▶ Activity
What is needed is the number of lines below that contain the word "bridge", with no other output.

▶ Records supplied
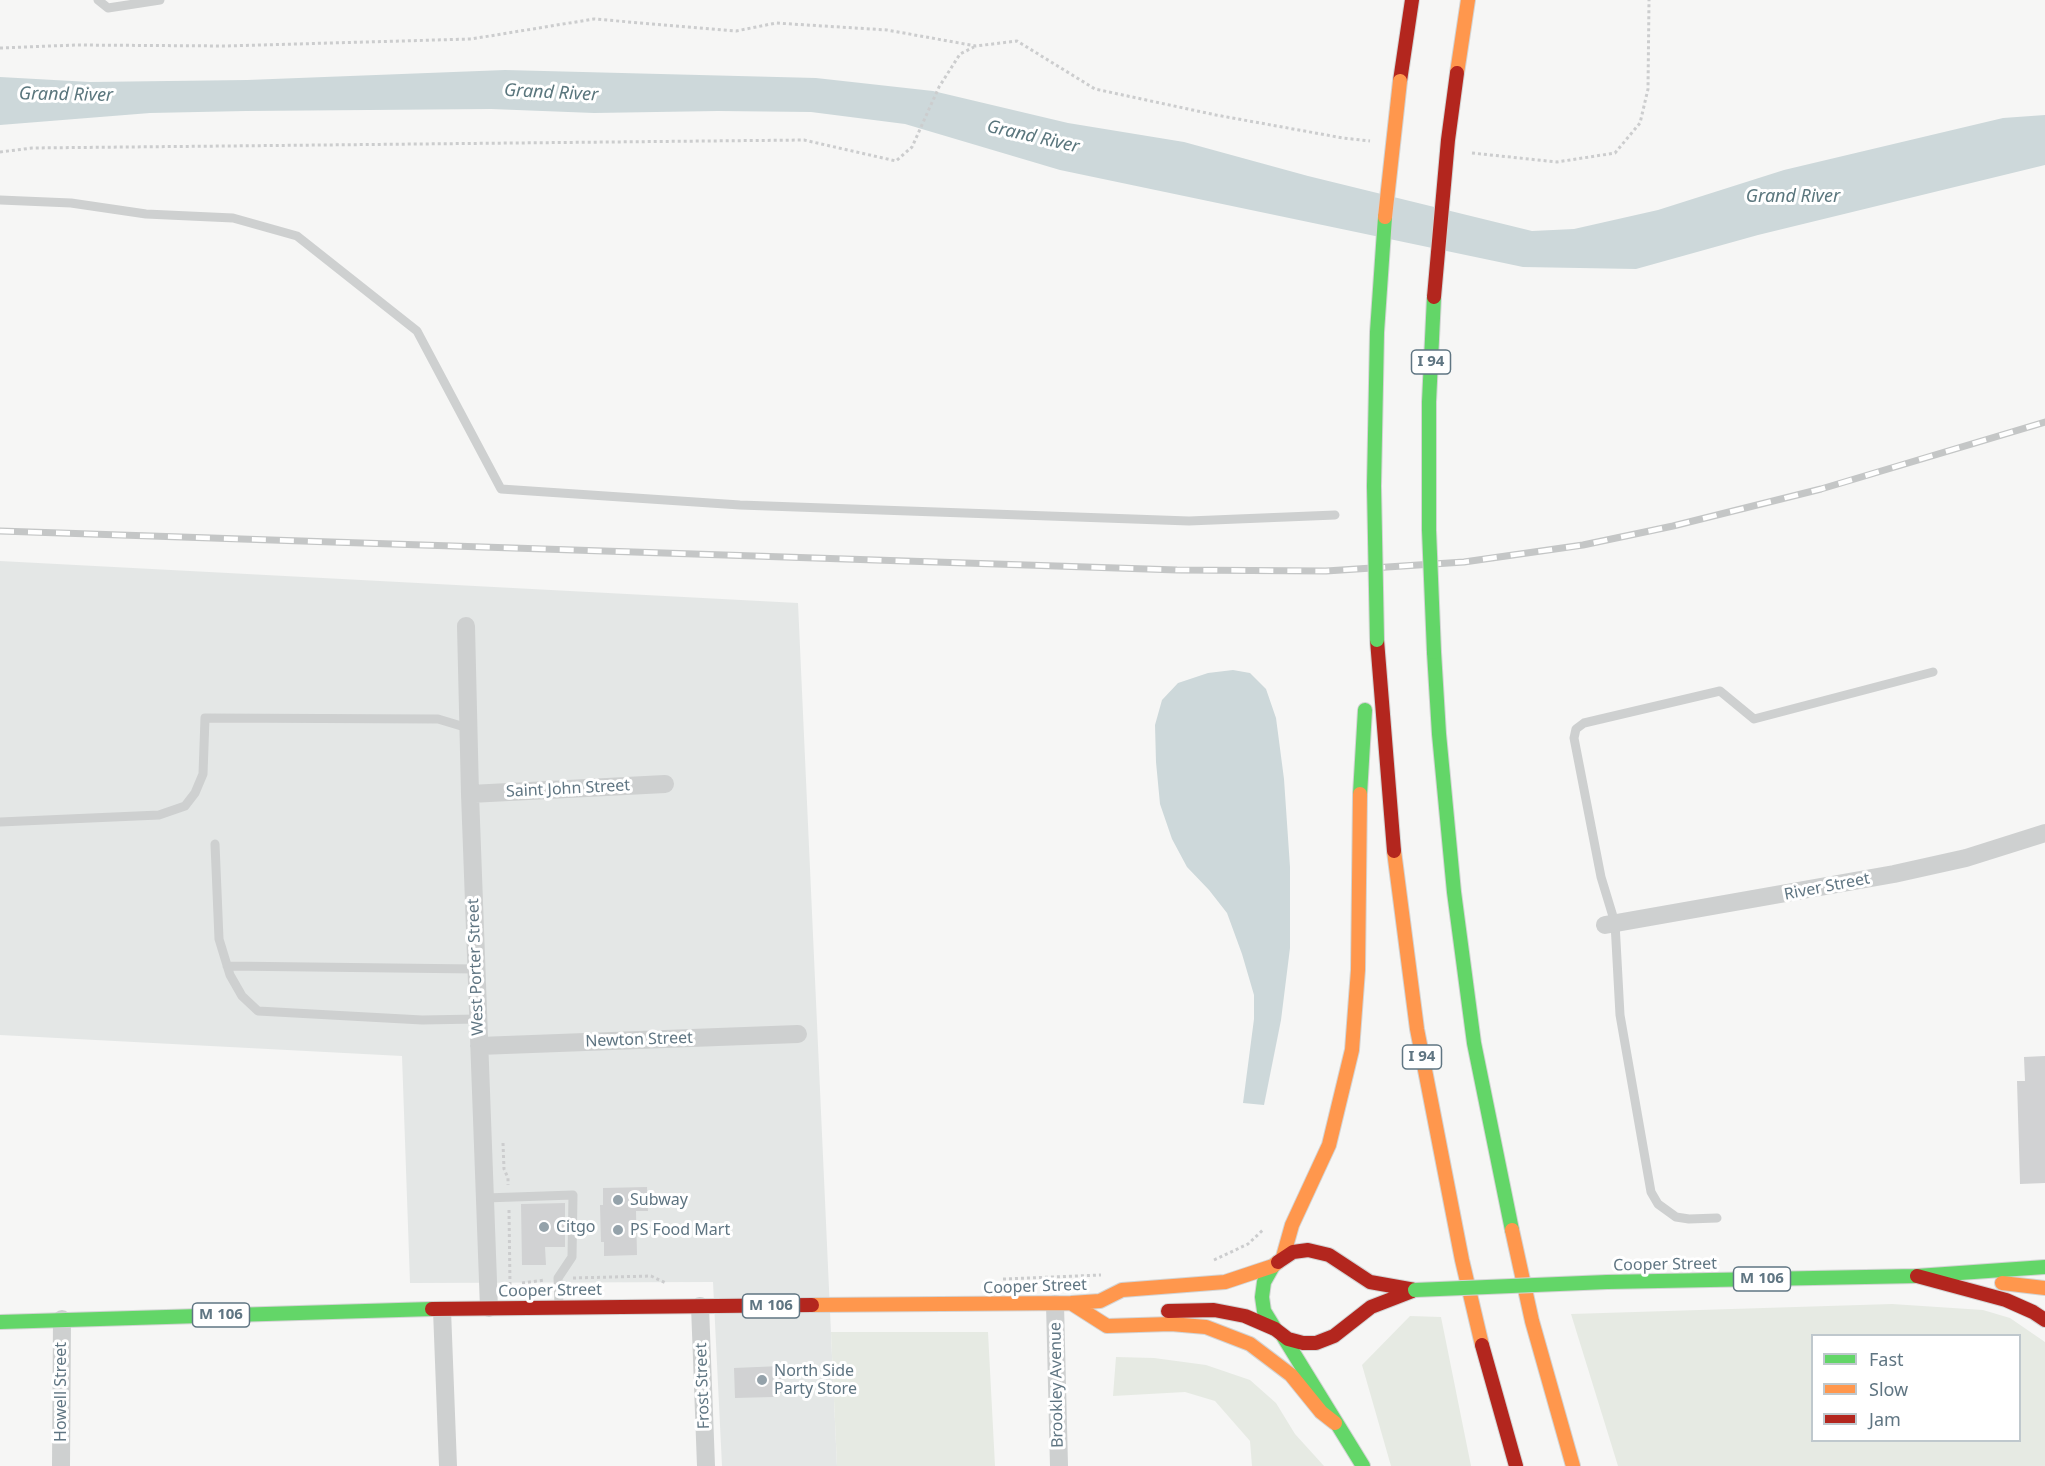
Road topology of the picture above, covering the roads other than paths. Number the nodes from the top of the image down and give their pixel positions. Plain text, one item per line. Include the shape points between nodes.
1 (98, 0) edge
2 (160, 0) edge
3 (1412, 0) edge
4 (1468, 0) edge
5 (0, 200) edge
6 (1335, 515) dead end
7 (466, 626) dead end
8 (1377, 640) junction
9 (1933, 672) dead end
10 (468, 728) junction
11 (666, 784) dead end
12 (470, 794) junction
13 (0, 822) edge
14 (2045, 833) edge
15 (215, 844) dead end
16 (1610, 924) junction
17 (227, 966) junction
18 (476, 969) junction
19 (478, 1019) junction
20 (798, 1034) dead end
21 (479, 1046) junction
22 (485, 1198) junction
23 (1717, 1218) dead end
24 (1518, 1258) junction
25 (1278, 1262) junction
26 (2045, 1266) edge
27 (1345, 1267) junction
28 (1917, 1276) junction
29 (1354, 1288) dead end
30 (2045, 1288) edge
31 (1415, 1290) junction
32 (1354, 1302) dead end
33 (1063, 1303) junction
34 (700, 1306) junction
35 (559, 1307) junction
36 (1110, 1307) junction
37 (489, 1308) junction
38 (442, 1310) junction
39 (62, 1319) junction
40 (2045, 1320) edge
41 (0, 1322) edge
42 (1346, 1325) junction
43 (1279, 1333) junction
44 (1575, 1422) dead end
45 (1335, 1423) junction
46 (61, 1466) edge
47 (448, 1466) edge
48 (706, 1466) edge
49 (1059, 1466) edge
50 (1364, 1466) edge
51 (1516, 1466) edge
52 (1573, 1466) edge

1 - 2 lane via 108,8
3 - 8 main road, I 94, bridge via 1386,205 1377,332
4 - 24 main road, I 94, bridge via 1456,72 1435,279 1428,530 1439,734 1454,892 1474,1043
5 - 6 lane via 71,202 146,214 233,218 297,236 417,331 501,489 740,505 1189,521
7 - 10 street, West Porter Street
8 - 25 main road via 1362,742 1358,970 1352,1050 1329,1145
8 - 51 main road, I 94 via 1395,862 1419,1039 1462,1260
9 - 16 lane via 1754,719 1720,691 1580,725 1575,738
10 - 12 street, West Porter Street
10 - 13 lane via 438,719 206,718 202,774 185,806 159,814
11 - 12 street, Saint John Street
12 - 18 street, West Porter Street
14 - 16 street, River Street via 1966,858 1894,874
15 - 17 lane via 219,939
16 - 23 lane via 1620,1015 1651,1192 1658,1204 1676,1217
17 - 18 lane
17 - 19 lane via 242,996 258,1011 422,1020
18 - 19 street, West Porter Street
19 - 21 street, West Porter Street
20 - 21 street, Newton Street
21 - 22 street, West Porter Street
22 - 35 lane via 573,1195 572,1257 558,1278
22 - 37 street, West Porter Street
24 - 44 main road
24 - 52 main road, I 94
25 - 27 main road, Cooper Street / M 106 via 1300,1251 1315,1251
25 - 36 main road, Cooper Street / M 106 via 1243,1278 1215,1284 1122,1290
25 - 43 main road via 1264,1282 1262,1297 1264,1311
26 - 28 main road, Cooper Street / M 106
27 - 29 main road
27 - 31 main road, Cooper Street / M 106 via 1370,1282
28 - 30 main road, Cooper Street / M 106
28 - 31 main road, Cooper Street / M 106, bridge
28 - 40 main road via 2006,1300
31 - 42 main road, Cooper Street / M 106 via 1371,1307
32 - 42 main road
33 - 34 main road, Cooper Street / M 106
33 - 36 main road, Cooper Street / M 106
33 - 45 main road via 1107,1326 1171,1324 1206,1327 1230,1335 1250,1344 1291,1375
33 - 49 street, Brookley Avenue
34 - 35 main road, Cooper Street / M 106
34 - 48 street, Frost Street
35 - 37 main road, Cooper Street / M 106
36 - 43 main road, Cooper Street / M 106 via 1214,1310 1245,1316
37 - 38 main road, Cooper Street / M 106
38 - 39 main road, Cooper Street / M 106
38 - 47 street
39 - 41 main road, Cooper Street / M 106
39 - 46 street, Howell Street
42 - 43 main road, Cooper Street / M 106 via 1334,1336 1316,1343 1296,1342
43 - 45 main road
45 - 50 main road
--
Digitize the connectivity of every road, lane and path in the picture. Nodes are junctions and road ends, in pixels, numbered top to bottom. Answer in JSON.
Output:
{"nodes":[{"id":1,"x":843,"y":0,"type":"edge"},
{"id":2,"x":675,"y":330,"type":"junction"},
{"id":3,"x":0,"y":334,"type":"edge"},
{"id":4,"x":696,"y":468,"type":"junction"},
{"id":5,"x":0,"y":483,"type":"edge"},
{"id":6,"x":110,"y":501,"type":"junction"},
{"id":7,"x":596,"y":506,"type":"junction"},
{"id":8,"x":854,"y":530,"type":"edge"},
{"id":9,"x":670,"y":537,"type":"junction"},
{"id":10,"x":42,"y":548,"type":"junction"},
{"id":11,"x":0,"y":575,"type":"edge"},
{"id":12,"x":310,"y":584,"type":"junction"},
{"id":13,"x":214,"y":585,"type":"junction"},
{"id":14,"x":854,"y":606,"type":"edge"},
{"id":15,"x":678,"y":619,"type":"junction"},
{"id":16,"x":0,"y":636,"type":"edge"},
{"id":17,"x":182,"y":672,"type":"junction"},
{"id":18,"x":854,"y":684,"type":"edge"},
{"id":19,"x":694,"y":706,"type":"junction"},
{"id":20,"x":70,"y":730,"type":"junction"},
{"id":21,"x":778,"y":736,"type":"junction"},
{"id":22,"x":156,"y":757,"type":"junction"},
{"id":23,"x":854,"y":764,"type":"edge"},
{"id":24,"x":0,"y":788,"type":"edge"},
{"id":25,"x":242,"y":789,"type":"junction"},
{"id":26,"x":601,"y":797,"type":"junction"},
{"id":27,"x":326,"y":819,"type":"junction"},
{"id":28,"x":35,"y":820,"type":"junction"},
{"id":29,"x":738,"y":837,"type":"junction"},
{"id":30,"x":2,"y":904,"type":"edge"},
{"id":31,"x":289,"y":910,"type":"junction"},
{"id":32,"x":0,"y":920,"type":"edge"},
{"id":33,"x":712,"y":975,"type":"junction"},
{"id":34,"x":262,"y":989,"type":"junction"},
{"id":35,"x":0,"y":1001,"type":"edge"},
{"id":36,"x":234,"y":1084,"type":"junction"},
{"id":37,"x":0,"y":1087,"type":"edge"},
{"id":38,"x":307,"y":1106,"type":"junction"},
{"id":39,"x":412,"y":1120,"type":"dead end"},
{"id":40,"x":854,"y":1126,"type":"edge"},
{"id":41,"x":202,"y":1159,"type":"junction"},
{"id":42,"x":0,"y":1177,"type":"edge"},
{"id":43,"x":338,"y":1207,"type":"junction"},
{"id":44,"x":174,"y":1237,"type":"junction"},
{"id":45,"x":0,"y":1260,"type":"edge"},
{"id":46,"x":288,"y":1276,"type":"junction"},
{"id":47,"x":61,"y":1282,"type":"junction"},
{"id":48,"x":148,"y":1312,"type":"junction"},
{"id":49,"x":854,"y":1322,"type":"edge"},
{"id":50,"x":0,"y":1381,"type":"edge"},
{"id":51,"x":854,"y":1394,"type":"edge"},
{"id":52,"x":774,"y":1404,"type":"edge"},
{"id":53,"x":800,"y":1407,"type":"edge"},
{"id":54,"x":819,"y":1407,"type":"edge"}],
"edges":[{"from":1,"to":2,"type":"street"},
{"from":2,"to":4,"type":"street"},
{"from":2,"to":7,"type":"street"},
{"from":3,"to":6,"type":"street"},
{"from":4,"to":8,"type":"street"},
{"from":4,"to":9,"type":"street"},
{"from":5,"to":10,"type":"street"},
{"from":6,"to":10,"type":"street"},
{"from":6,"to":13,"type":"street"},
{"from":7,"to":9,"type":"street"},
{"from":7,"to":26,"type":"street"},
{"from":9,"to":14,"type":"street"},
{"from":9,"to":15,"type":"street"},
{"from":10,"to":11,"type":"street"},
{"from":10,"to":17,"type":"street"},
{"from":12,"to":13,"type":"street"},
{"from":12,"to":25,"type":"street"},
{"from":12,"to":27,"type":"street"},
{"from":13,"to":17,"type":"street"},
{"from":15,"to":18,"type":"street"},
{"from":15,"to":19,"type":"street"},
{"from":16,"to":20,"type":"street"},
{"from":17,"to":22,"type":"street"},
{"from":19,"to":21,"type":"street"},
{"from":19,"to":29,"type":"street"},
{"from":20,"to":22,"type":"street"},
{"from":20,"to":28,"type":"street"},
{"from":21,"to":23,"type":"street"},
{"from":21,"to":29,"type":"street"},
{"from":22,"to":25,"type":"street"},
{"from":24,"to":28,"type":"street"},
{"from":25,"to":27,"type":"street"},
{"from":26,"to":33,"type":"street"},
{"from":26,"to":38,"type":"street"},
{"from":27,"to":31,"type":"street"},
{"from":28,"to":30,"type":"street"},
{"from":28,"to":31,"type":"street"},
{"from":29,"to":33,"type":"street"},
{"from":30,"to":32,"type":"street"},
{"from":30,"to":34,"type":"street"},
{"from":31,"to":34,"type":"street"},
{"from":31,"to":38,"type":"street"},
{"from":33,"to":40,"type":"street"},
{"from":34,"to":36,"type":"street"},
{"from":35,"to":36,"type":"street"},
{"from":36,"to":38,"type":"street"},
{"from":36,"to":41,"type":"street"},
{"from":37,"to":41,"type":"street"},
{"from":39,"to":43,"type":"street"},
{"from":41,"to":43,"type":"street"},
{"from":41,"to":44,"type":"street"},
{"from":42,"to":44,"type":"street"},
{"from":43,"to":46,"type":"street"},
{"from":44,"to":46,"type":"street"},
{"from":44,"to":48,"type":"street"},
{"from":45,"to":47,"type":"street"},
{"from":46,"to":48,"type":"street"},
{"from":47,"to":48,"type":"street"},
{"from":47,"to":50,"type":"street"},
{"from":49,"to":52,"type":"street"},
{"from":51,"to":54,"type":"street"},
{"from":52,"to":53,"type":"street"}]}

▶ Answer area
3